Juror No. 6: a white woman in her 60s, stylishly coiffed and favoring skirt-and-jacket ensembles. She had asked to be excused from the trial because of job-related travel responsibilities. She once met Internet analyst Mary Meeker — identified before the trial as a potential government witness — through her husband, a former Wall Street Journal reporter who specialized in venture capital. She doesn't blame her broker when an investment goes bad. "Those are our gains or our mistakes," she said.
Juror No. 7: a white woman in her late 20s or early 30s with long blond hair and fashionable, casual clothes. She saw part of Stewart's interview with CNN's Larry King in which she proclaimed her innocence.
Juror No. 8: an African American man in his 30s, burly with glasses and a goatee. He is a communications technician who formerly worked for the Wall Street brokerage firm of Shearson Loeb Rhoades. He said he may have seen stories about Martha Stewart while channel surfing, but he added that he moved on because "it is not anything that is of interest to me."
Juror No. 9: a white man in his late 30s, tall, dressed neatly but often in jeans. He works as a paralegal and an interpreter of Italian. His paralegal work has included record-industry cases involving copyright infringement. He has read about Stewart but said: "I tend to read everything with a grain of salt and I tend to look at everything recognizing the prejudices of the source."
Juror No. 10: an African American woman in her late 30s or early 40s, heavyset with short hair swept forward dramatically and partial to colorful scarves. She said her best friend once worked at Merrill Lynch. She once sued a dry cleaner for staining an antique dress she had received as a gift from a relative.

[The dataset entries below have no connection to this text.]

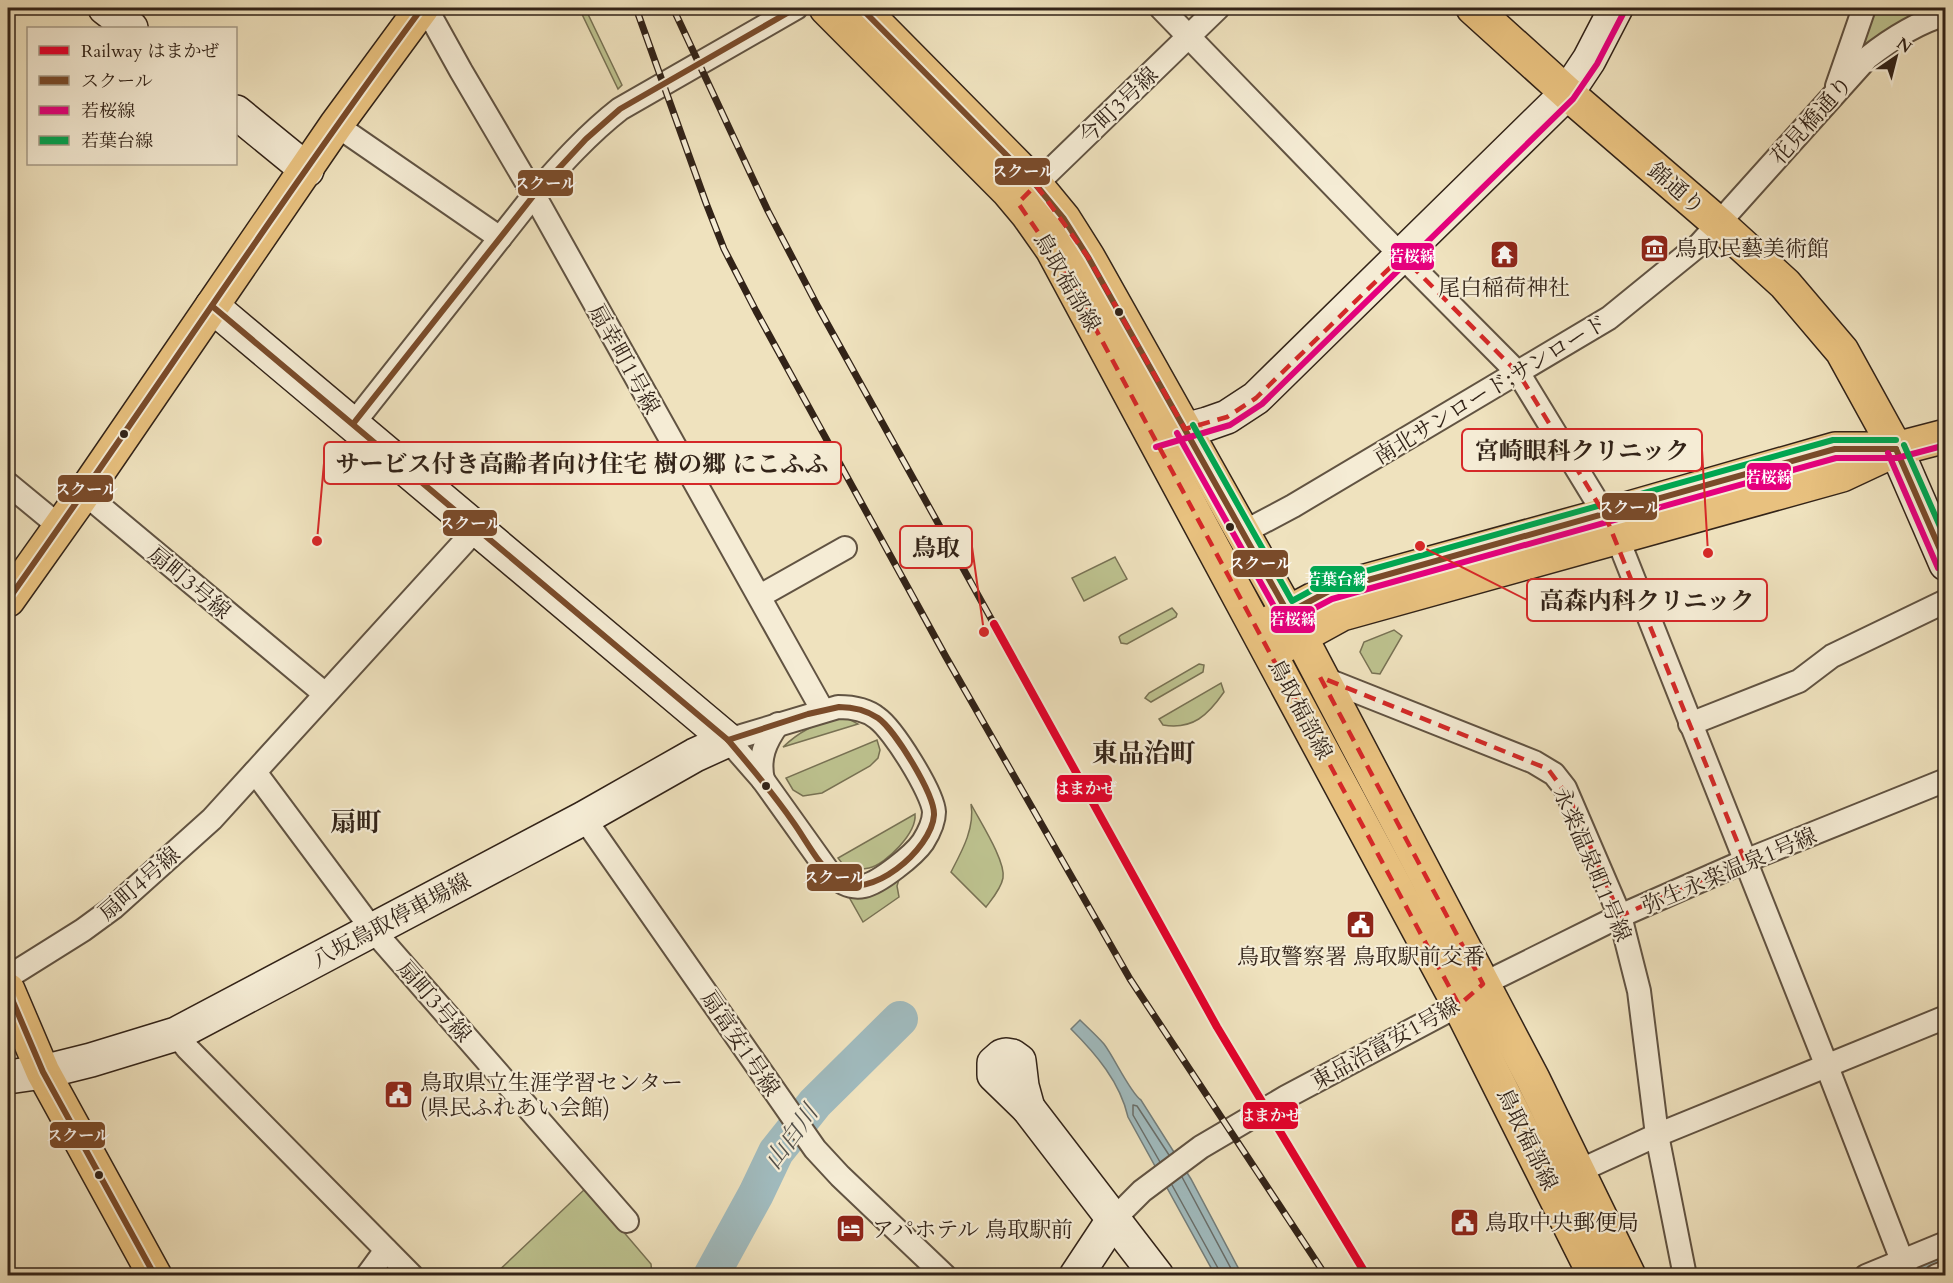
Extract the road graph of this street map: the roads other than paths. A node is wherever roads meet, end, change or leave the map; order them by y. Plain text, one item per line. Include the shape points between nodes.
1 (105, 8) edge
2 (422, 8) edge
3 (426, 8) edge
4 (796, 8) edge
5 (826, 8) edge
6 (861, 8) edge
7 (1161, 8) edge
8 (1218, 8) edge
9 (1473, 8) edge
10 (1616, 8) edge
11 (1864, 8) edge
12 (1946, 15) edge
13 (130, 27) edge
14 (1189, 37) junction
15 (1567, 93) junction
16 (1834, 93) junction
17 (237, 113) edge
18 (336, 125) junction
19 (307, 170) junction
20 (1027, 194) junction
21 (534, 195) junction
22 (1719, 224) junction
23 (500, 238) junction
24 (1402, 256) junction
25 (212, 306) junction
26 (1519, 374) junction
27 (353, 424) junction
28 (1185, 429) junction
29 (1946, 436) edge
30 (1154, 438) junction
31 (1896, 449) junction
32 (8, 484) edge
33 (84, 493) junction
34 (59, 526) junction
35 (1611, 526) junction
36 (477, 528) junction
37 (1244, 532) junction
38 (845, 548) dead end
39 (1946, 564) edge
40 (760, 596) junction
41 (8, 600) edge
42 (1946, 601) edge
43 (1294, 625) junction
44 (1264, 642) junction
45 (1320, 676) junction
46 (325, 694) junction
47 (823, 711) junction
48 (1690, 723) junction
49 (778, 724) junction
50 (728, 740) junction
51 (695, 755) junction
52 (255, 772) junction
53 (763, 780) junction
54 (1946, 780) edge
55 (584, 818) junction
56 (1745, 861) junction
57 (1620, 916) junction
58 (372, 929) junction
59 (8, 977) edge
60 (8, 990) edge
61 (1471, 994) junction
62 (1946, 1017) edge
63 (176, 1034) junction
64 (1826, 1064) junction
65 (43, 1071) junction
66 (8, 1077) edge
67 (1028, 1108) dead end
68 (1657, 1135) junction
69 (1579, 1171) junction
70 (1113, 1220) junction
71 (627, 1221) dead end
72 (1946, 1243) edge
73 (386, 1250) junction
74 (1905, 1268) edge
75 (1946, 1272) edge
76 (155, 1275) edge
77 (367, 1275) edge
78 (412, 1275) edge
79 (945, 1275) edge
80 (1076, 1275) edge
81 (1157, 1275) edge
82 (1595, 1275) edge
83 (1629, 1275) edge
84 (1685, 1275) edge
85 (1866, 1275) edge
86 (1936, 1275) edge

1 - 13 street
2 - 18 main road
3 - 21 street, 扇幸町1号線
4 - 21 street via 620,109 566,158
5 - 20 main road, 鳥取福部線
6 - 20 main road, 鳥取福部線
7 - 14 street
8 - 14 street, 今町3号線
9 - 15 main road, 錦通り
10 - 15 street
11 - 16 street
12 - 16 street, 花見橋通り via 1891,39
14 - 20 street, 今町3号線
14 - 24 street
15 - 22 main road, 錦通り
15 - 24 street
16 - 22 street, 花見橋通り
17 - 19 street
18 - 19 main road
18 - 23 street
19 - 25 main road
20 - 28 main road, 鳥取福部線 via 1064,219
20 - 30 main road, 鳥取福部線 via 1041,232
21 - 23 street
21 - 40 street, 扇幸町1号線
22 - 26 street, 南北サンロード;サンロード via 1610,318
22 - 31 main road, 錦通り via 1785,284 1842,351
23 - 27 street
24 - 26 street
24 - 28 street via 1256,398 1227,417
25 - 27 street
25 - 33 main road
26 - 35 street
26 - 37 street, 南北サンロード;サンロード
27 - 36 street
28 - 30 street
28 - 37 main road, 鳥取福部線
29 - 31 main road
30 - 44 main road, 鳥取福部線
31 - 35 main road via 1842,475
31 - 39 street
32 - 34 street
33 - 34 main road
33 - 46 street, 扇町3号線
34 - 41 main road
35 - 43 main road via 1329,591
35 - 48 street
36 - 46 street
36 - 50 street
37 - 43 main road, 鳥取福部線
38 - 40 street
40 - 47 street, 扇幸町1号線
42 - 48 street via 1832,656 1799,681
43 - 44 main road
43 - 45 main road, 鳥取福部線
44 - 61 main road, 鳥取福部線
45 - 57 street, 永楽温泉町1号線 via 1548,769 1560,780 1570,799
45 - 61 main road, 鳥取福部線
46 - 52 street, 扇町4号線
47 - 49 street
47 - 53 street via 851,707 864,710 887,726 931,802 934,813 922,844 876,881 864,886 846,885 828,871
48 - 56 street
49 - 50 street
49 - 53 street via 768,738 760,762
50 - 51 street, 八坂鳥取停車場線
50 - 53 street
51 - 53 street via 735,765
51 - 55 street, 八坂鳥取停車場線
52 - 58 street, 扇町3号線
52 - 59 street, 扇町4号線 via 212,819 113,908
54 - 56 street, 弥生永楽温泉1号線
55 - 58 street, 八坂鳥取停車場線
55 - 79 street, 扇富安1号線 via 815,1149
56 - 57 street, 弥生永楽温泉1号線
56 - 64 street
57 - 61 street, 弥生永楽温泉1号線
57 - 68 street, 永楽温泉町1号線 via 1639,991
58 - 63 street, 八坂鳥取停車場線
58 - 71 street, 扇町3号線
60 - 65 main road
61 - 69 main road, 鳥取福部線
61 - 70 street, 東品治富安1号線 via 1191,1153 1142,1191
61 - 82 main road, 鳥取福部線
62 - 64 street
63 - 65 street, 八坂鳥取停車場線
63 - 73 street
64 - 68 street
64 - 74 street
65 - 66 street, 八坂鳥取停車場線
65 - 76 main road
67 - 70 street
68 - 69 street
68 - 84 street, 永楽温泉町1号線
69 - 83 main road, 鳥取福部線
70 - 80 street
70 - 81 street
72 - 74 street
73 - 77 street
73 - 78 street
74 - 85 street
75 - 86 street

Juror No. 11: an African-American woman in her 30s with glasses who wears flowing, colorful dresses. She described herself as "a reverend" who sometimes acts as a marriage counselor and as a result is "aware that there are two sides to everything." She also works for a law firm that represents insurance claimants.
Juror No. 12: a dark-skinned, possibly Indian, woman in her 50s, who wears sweaters or turtlenecks and glasses. She is a pharmacist born in Uganda and raised there and in India. She speaks at least three languages, but Morvillo challenged her during jury selection because he thought her English was poor.